I just had another baby. I gained 50 pounds this pregnancy. I really struggled with food in my time of trial. (My son died when I was 5 months pregnant)
Now having to loose all my weight again, I'm not giving up.

This IS NOT ABOUT WEIGHT.
This is ALL about a life given to God IN FAITH!
There is so much more on this I could share, it's getting long. I'll have to share more next time.
Let's all rememeber that we can do all things through Christ who gives us strength.
There's soooo much more in my heart, but this is where I need to stop for now.

12 comments:

Madame Angela Baggett said...

I admire your honesty and courage to share so openly your struggles and heart. I was sharing your story with a friend today, emphasizing that every moment with our children is a gift. We never know what tomorrow brings. Victory, strength, healing, love and self control to you my friend. Rooting for you in Texas! By the way, have you ever tried water aerobics? It's fun and helped me. My sister's in a couple of classes, you can ask her about them.

Jenny said...

Amazing post Sarah. Thanks for inspiring us all!
I'm in S'toon in August. Would love to meet up with you and your sister for a coffee. I'll let you know the exact dates!!
Take care!

Dianna said...

What an inspirational post thanks for sharing!!!

Nin said...

Amen.......so much in my heart....not sure if I can get it in the right words....

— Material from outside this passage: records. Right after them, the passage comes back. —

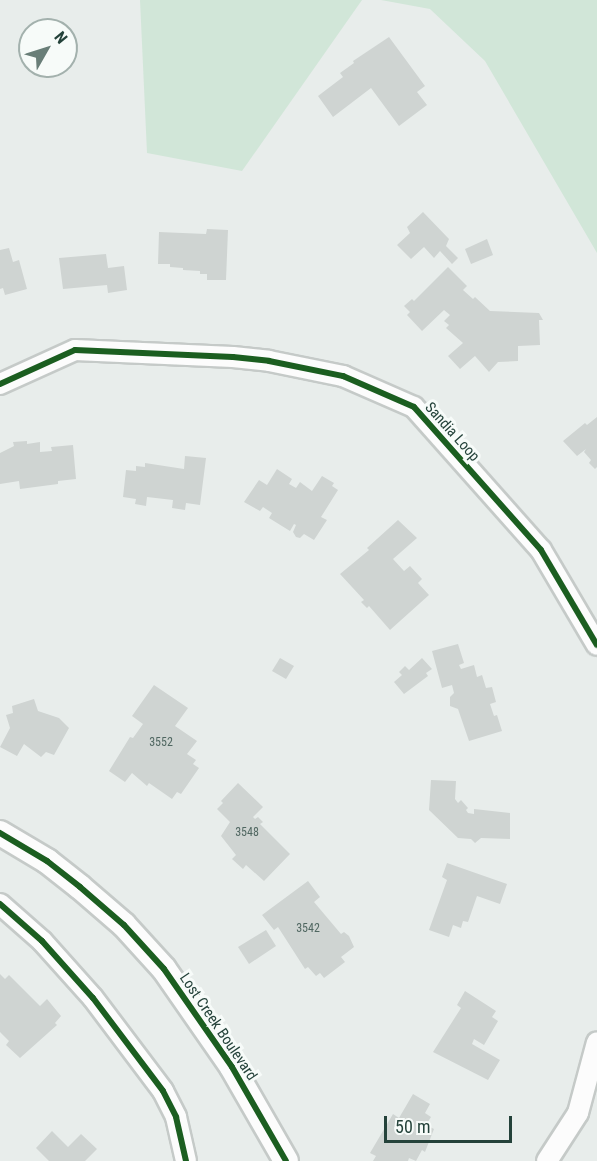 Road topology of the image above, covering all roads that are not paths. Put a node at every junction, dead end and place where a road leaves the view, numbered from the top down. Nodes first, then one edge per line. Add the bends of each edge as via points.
1 (0, 384) edge
2 (597, 645) edge
3 (0, 833) edge
4 (0, 904) edge
5 (597, 1042) edge
6 (186, 1161) edge
7 (286, 1161) edge
8 (547, 1161) edge

1 - 2 street, Sandia Loop via 75,350 233,357 343,376 414,407 541,550
3 - 7 street, Lost Creek Boulevard via 47,861 80,887 124,925 164,969 232,1067
4 - 6 street via 42,941 80,984 163,1090 176,1117
5 - 8 street via 578,1113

Your testimony is so powerful. Not the words, but the walk. People watch you....they see you struggle, press through, fall, get back up, praise, glorify, fall, get back up, struggle, turn your eyes, repent, change, heal, hurt, praise....
It's amazing! It's encouraging! It's convicting! It's motivating!
The power of God is modeled in your journey. I know your heart is overflowing for others... Thanks for being such a blessing.
You walking with me in my own journey has been such a blessing. I know you always say (but I don't do anything) but you do! I watch you too you know! Thank you for teaching me, pushing me, correcting me, and encouraging me. You are amazing, and I am so blessed to have you as my sister. Love you so much and am so proud of you!

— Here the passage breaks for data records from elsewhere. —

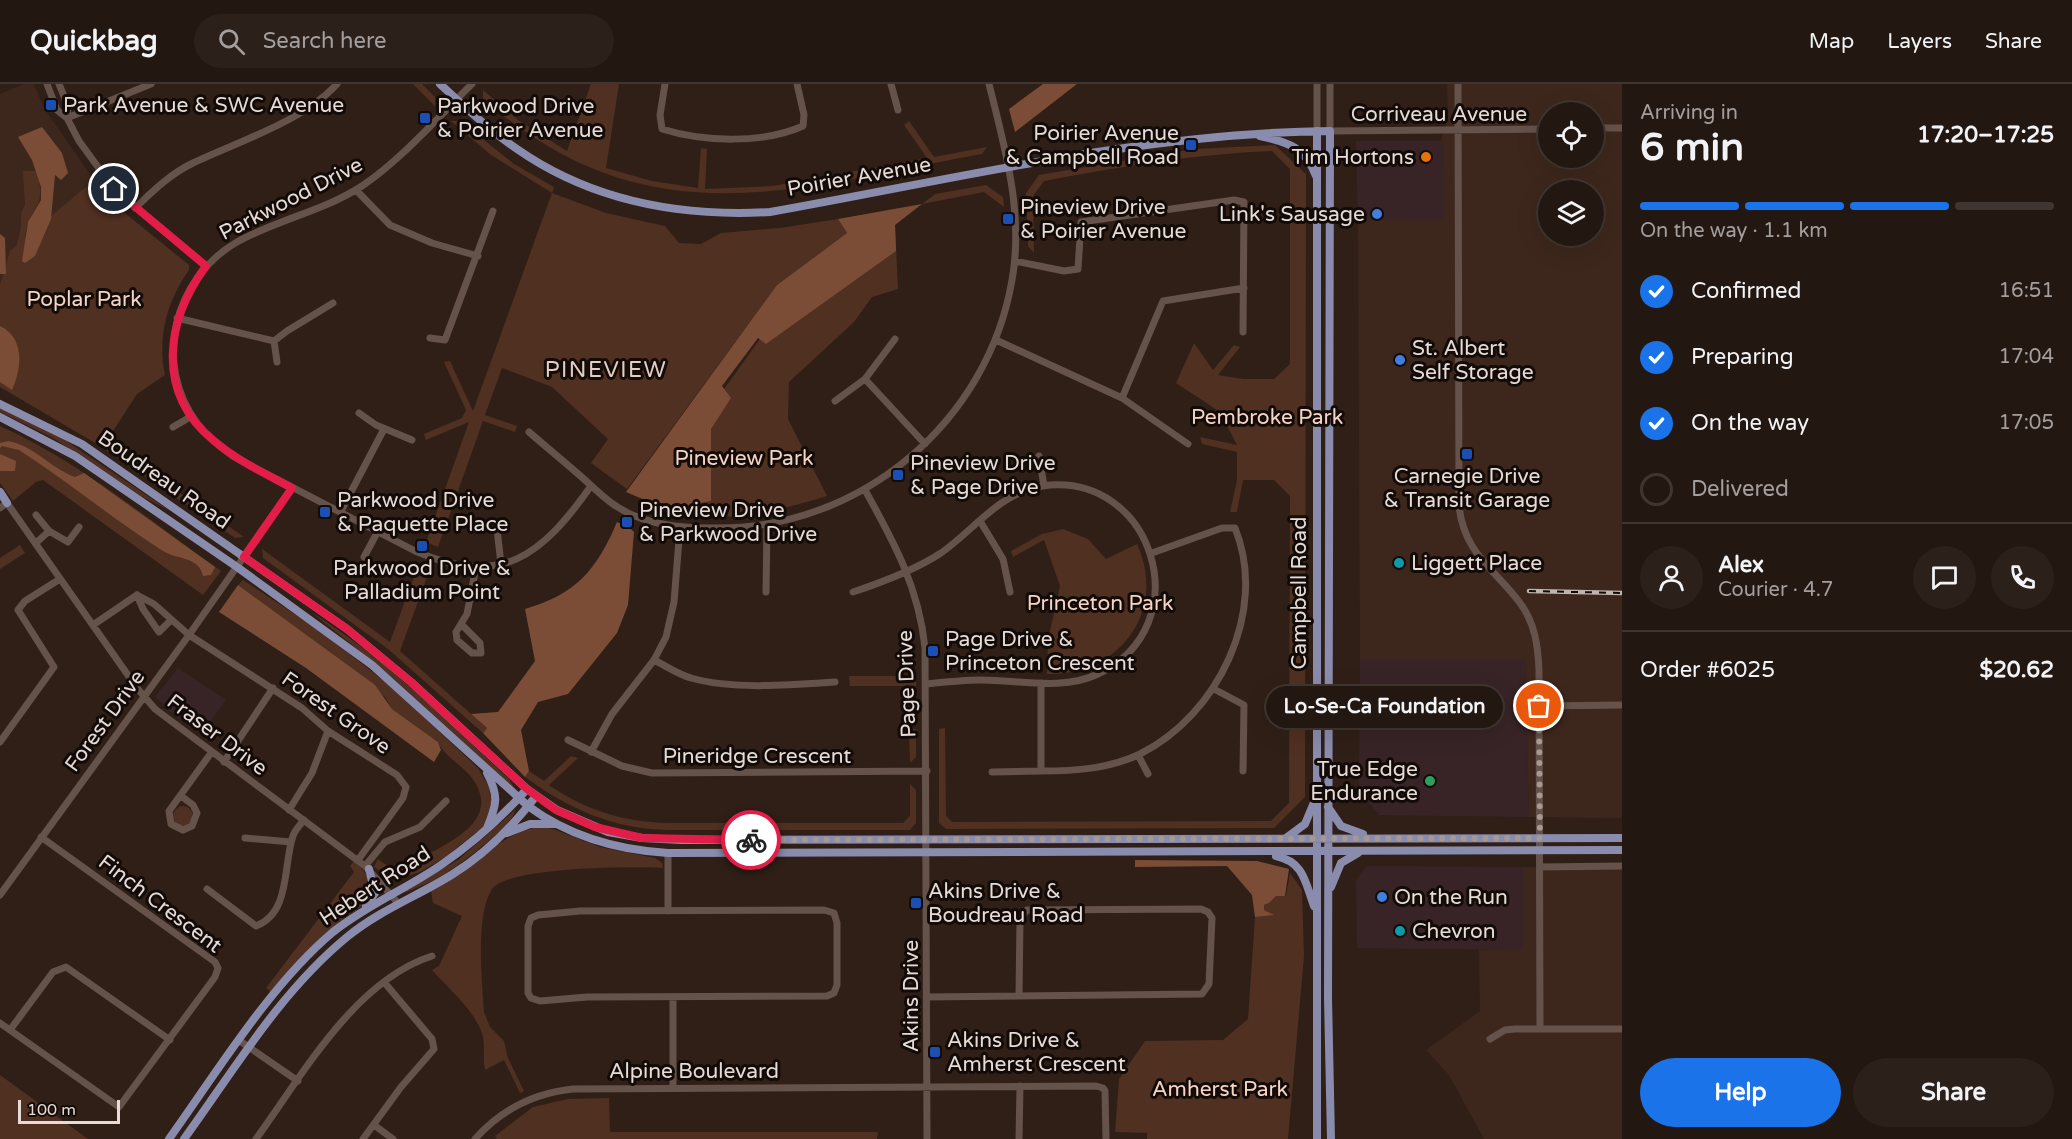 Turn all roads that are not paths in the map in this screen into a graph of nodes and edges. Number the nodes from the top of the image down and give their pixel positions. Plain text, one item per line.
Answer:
1 (47, 84) edge
2 (59, 84) edge
3 (151, 84) edge
4 (337, 84) edge
5 (440, 84) edge
6 (472, 84) edge
7 (665, 84) edge
8 (796, 84) edge
9 (891, 84) edge
10 (989, 84) edge
11 (1317, 84) edge
12 (1330, 84) edge
13 (1458, 84) edge
14 (457, 99) junction
15 (898, 110) dead end
16 (67, 118) junction
17 (1604, 128) edge
18 (1622, 128) edge
19 (1538, 129) edge
20 (1317, 131) junction
21 (1330, 131) junction
22 (1458, 131) junction
23 (1245, 133) junction
24 (1009, 168) junction
25 (356, 190) junction
26 (1318, 191) junction
27 (135, 208) junction
28 (493, 211) dead end
29 (478, 256) junction
30 (1015, 261) junction
31 (206, 266) junction
32 (1244, 288) junction
33 (333, 303) dead end
34 (177, 318) junction
35 (1243, 332) dead end
36 (430, 338) dead end
37 (895, 339) dead end
38 (996, 340) junction
39 (274, 341) junction
40 (277, 362) dead end
41 (865, 379) junction
42 (1122, 398) junction
43 (835, 401) dead end
44 (0, 404) edge
45 (359, 413) dead end
46 (192, 416) junction
47 (0, 417) edge
48 (173, 427) dead end
49 (384, 429) junction
50 (529, 432) dead end
51 (411, 440) dead end
52 (925, 444) junction
53 (1188, 444) dead end
54 (1039, 456) dead end
55 (591, 486) junction
56 (1044, 486) junction
57 (292, 488) junction
58 (865, 490) junction
59 (0, 492) edge
60 (4, 505) edge
61 (341, 511) junction
62 (36, 515) dead end
63 (980, 521) junction
64 (767, 524) junction
65 (79, 527) dead end
66 (680, 527) junction
67 (497, 529) dead end
68 (50, 531) junction
69 (378, 531) junction
70 (36, 543) junction
71 (1152, 553) junction
72 (244, 557) junction
73 (364, 557) dead end
74 (501, 564) junction
75 (237, 567) junction
76 (476, 567) junction
77 (907, 570) junction
78 (60, 579) junction
79 (766, 592) dead end
80 (854, 592) dead end
81 (1010, 592) dead end
82 (137, 595) junction
83 (171, 620) junction
84 (93, 625) junction
85 (462, 625) dead end
86 (189, 635) junction
87 (654, 660) junction
88 (835, 682) dead end
89 (1041, 683) junction
90 (926, 684) junction
91 (273, 688) junction
92 (1214, 689) junction
93 (143, 696) junction
94 (1622, 705) edge
95 (1539, 706) junction
96 (328, 731) junction
97 (568, 740) dead end
98 (0, 742) edge
99 (591, 752) junction
100 (211, 753) junction
101 (1138, 755) junction
102 (224, 762) junction
103 (485, 769) junction
104 (927, 771) junction
105 (1041, 771) junction
106 (1243, 771) dead end
107 (992, 772) dead end
108 (1148, 774) dead end
109 (527, 789) junction
110 (1318, 794) junction
111 (181, 796) junction
112 (536, 796) junction
113 (519, 798) junction
114 (446, 801) dead end
115 (528, 806) junction
116 (1328, 807) junction
117 (290, 810) junction
118 (304, 820) junction
119 (555, 824) junction
120 (486, 831) junction
121 (501, 836) junction
122 (41, 837) junction
123 (245, 838) dead end
124 (1285, 838) junction
125 (1317, 838) junction
126 (1328, 838) junction
127 (1393, 838) junction
128 (1540, 838) junction
129 (1622, 838) edge
130 (927, 840) junction
131 (291, 843) junction
132 (1540, 850) junction
133 (1622, 850) edge
134 (1363, 851) junction
135 (927, 852) junction
136 (1258, 852) junction
137 (1316, 852) junction
138 (1328, 852) junction
139 (668, 853) junction
140 (358, 860) junction
141 (1622, 866) edge
142 (367, 867) junction
143 (1540, 867) junction
144 (207, 889) dead end
145 (391, 892) junction
146 (0, 895) edge
147 (1328, 897) junction
148 (398, 903) junction
149 (668, 910) junction
150 (1316, 911) junction
151 (357, 914) junction
152 (432, 956) dead end
153 (384, 982) junction
154 (1019, 996) junction
155 (673, 997) junction
156 (927, 997) junction
157 (0, 1023) edge
158 (1540, 1029) junction
159 (1622, 1029) edge
160 (10, 1030) junction
161 (1316, 1036) junction
162 (1328, 1036) junction
163 (1490, 1039) dead end
164 (170, 1040) junction
165 (240, 1041) junction
166 (250, 1047) junction
167 (298, 1081) junction
168 (928, 1086) junction
169 (1020, 1086) junction
170 (673, 1088) junction
171 (374, 1125) junction
172 (169, 1139) edge
173 (184, 1139) edge
174 (256, 1139) edge
175 (363, 1139) edge
176 (393, 1139) edge
177 (475, 1139) edge
178 (927, 1139) edge
179 (1019, 1139) edge
180 (1106, 1139) edge
181 (1317, 1139) edge
182 (1331, 1139) edge

1 - 16 street
2 - 16 street
3 - 16 street
4 - 27 street
5 - 14 main road, Poirier Avenue
6 - 14 street, Parkwood Drive
7 - 8 street
9 - 15 street
10 - 24 street
11 - 20 street, Campbell Road
12 - 21 street, Campbell Road
13 - 22 street
14 - 24 main road, Poirier Avenue
14 - 25 street, Parkwood Drive
16 - 27 street
17 - 18 street
19 - 22 street, Corriveau Avenue
20 - 21 main road, Poirier Avenue
20 - 23 main road, Poirier Avenue
20 - 26 main road, Campbell Road
21 - 22 street, Corriveau Avenue
21 - 116 main road, Campbell Road
22 - 95 street
23 - 24 main road, Poirier Avenue
23 - 26 main road
24 - 30 street
25 - 29 street
25 - 31 street, Parkwood Drive
26 - 110 main road, Campbell Road
27 - 31 street
28 - 29 street
29 - 36 street
30 - 32 street
30 - 38 street
31 - 34 street, Parkwood Drive
32 - 35 street
32 - 42 street
33 - 39 street
34 - 39 street
34 - 46 street, Parkwood Drive
37 - 41 street
38 - 42 street
38 - 52 street
39 - 40 street
41 - 43 street
41 - 52 street
42 - 53 street
44 - 72 main road, Boudreau Road
45 - 49 street
46 - 48 street
46 - 57 street, Parkwood Drive
47 - 75 main road, Boudreau Road
49 - 51 street
49 - 61 street
50 - 55 street
52 - 58 street
54 - 56 street
55 - 66 street
55 - 74 street, Parkwood Drive
56 - 63 street
56 - 71 street
57 - 61 street, Parkwood Drive
57 - 72 street, Forest Drive
58 - 64 street
58 - 77 street, Page Drive
59 - 60 main road
60 - 70 street, Fraser Drive
61 - 69 street, Parkwood Drive
62 - 68 street
63 - 77 street
63 - 81 street
64 - 66 street
64 - 79 street
65 - 68 street
66 - 87 street
67 - 74 street
68 - 70 street
69 - 73 street
69 - 76 street, Parkwood Drive
70 - 78 street, Fraser Drive
71 - 89 street
71 - 92 street
72 - 75 street, Forest Drive
72 - 109 main road, Boudreau Road
74 - 76 street, Parkwood Drive
75 - 86 street, Forest Drive
75 - 103 main road, Boudreau Road
76 - 85 street
77 - 80 street
77 - 90 street, Page Drive
78 - 84 street, Fraser Drive
78 - 98 street
82 - 83 street, Forest Grove
82 - 83 street
82 - 84 street
83 - 86 street, Forest Grove
84 - 93 street, Fraser Drive
86 - 91 street, Forest Grove
86 - 93 street, Forest Drive
87 - 88 street
87 - 99 street
89 - 90 street
89 - 105 street
90 - 104 street, Page Drive
91 - 96 street, Forest Grove
91 - 102 street
92 - 101 street
92 - 106 street
93 - 100 street, Fraser Drive
93 - 122 street, Forest Drive
94 - 95 street
95 - 128 street
96 - 117 street
96 - 140 street, Forest Grove
97 - 99 street, Pineridge Crescent
99 - 104 street, Pineridge Crescent
100 - 102 street, Fraser Drive
100 - 111 street
101 - 105 street
101 - 108 street
102 - 117 street, Fraser Drive
103 - 113 main road, Boudreau Road
103 - 120 main road
104 - 130 street, Page Drive
105 - 107 street
109 - 112 main road, Boudreau Road
109 - 113 main road, Hebert Road
110 - 124 main road
110 - 125 main road, Campbell Road
111 - 111 street
112 - 115 main road, Hebert Road
112 - 130 main road, Boudreau Road
113 - 115 main road, Boudreau Road
113 - 120 main road, Hebert Road
114 - 142 street
115 - 119 main road, Boudreau Road
115 - 121 main road, Hebert Road
116 - 126 main road, Campbell Road
116 - 127 main road
117 - 118 street, Fraser Drive
118 - 131 street
118 - 140 street, Fraser Drive
119 - 121 main road
119 - 139 main road, Boudreau Road
120 - 145 main road, Hebert Road
121 - 148 main road, Hebert Road
122 - 146 street, Forest Drive
122 - 164 street, Finch Crescent
123 - 131 street
124 - 125 main road, Boudreau Road
124 - 130 main road, Boudreau Road
125 - 126 main road, Boudreau Road
125 - 137 main road, Campbell Road
126 - 127 main road, Boudreau Road
126 - 138 main road, Campbell Road
127 - 128 main road, Boudreau Road
128 - 129 main road, Boudreau Road
128 - 132 street
130 - 135 street, Page Drive
131 - 144 street
132 - 133 main road, Boudreau Road
132 - 134 main road, Boudreau Road
132 - 143 street
134 - 138 main road, Boudreau Road
134 - 147 main road
135 - 136 main road, Boudreau Road
135 - 139 main road, Boudreau Road
135 - 156 street, Akins Drive
136 - 137 main road, Boudreau Road
136 - 150 main road
137 - 138 main road, Boudreau Road
137 - 150 main road, Campbell Road
138 - 147 main road, Campbell Road
139 - 149 street
140 - 142 street, Fraser Drive
141 - 143 street
142 - 145 street, Fraser Drive
142 - 151 main road
143 - 158 street
145 - 148 street, Fraser Drive
145 - 151 main road, Hebert Road
147 - 162 main road, Campbell Road
148 - 166 main road, Hebert Road
149 - 155 street
149 - 155 street
150 - 161 main road, Campbell Road
151 - 165 main road, Hebert Road
152 - 153 street
153 - 167 street
153 - 171 street
154 - 154 street
154 - 156 street
155 - 170 street
156 - 168 street, Akins Drive
157 - 160 street, Finch Crescent
158 - 159 street
158 - 163 street
160 - 164 street
160 - 164 street, Finch Crescent
161 - 162 street
161 - 181 main road, Campbell Road
162 - 182 main road, Campbell Road
165 - 166 street
165 - 172 main road, Hebert Road
166 - 167 street
166 - 173 main road, Hebert Road
167 - 174 street
168 - 169 street, Alpine Boulevard
168 - 170 street, Alpine Boulevard
168 - 178 street, Akins Drive
169 - 179 street
169 - 180 street, Alpine Boulevard
170 - 177 street, Alpine Boulevard
171 - 175 street
171 - 176 street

Oh yeah, and Jenn! I would love to meet you and hang out when you're in town!!! That would be a blast.

-Me- said...
This comment has been removed by the author.
Nin said...

whats with all these deleted comments? Someone's been doing it on my blog too.

forgiven4this said...

Hey Carebear, wow. What an amazing testimony. I can relate alot to that part where you said Depression fueled your eating and your eating fueld your depressing. It is such an cycle that is for sure.

Open and honest, but beautiful thanks so much!

Darcy said...

I also admire your ability to share your story with others.It takes a very strong person to do that.I too used to eat to console myself,but the light went on and I caught myself.But the struggle to get were I want to be will be a continuing saga for years to come I'm sure.I love the pics of the kids,there great!And thanks for the comment on my blog...I think lol.I left a reply there.Take care and God Bless

Cassandra said...

YOu have been tagged! Look at my site for details!

-Me- said...

All I have to say is "Thank You" this is definitely what I needed to hear/read right now. It's so hard after you have a baby not to feel horirible. Sunday morning I was in tears as I have "limited selection" of clothing right now...but through Christ I know I can do ANYTHING!!! And, its awesome that even though I dont feel very attractiveright now, its comforting that I am (we all are) still gorgeous in God's eyes!

Anonymous said...

I found you over at Cassandra's page. Carebear caught my eye.
I believe God has a plan to use your testimony in a powerful way. Christians are not perfect people. We all have struggles in our lives. After we walk through the fire, we can relate well to others going through the same thing. You now know the tools needed to have a healthy body. Just follow the walk. God bless you. Mama Bear

forgiven4this said...

Just to let everyone now that Care bear is off line her computer is getting fixed.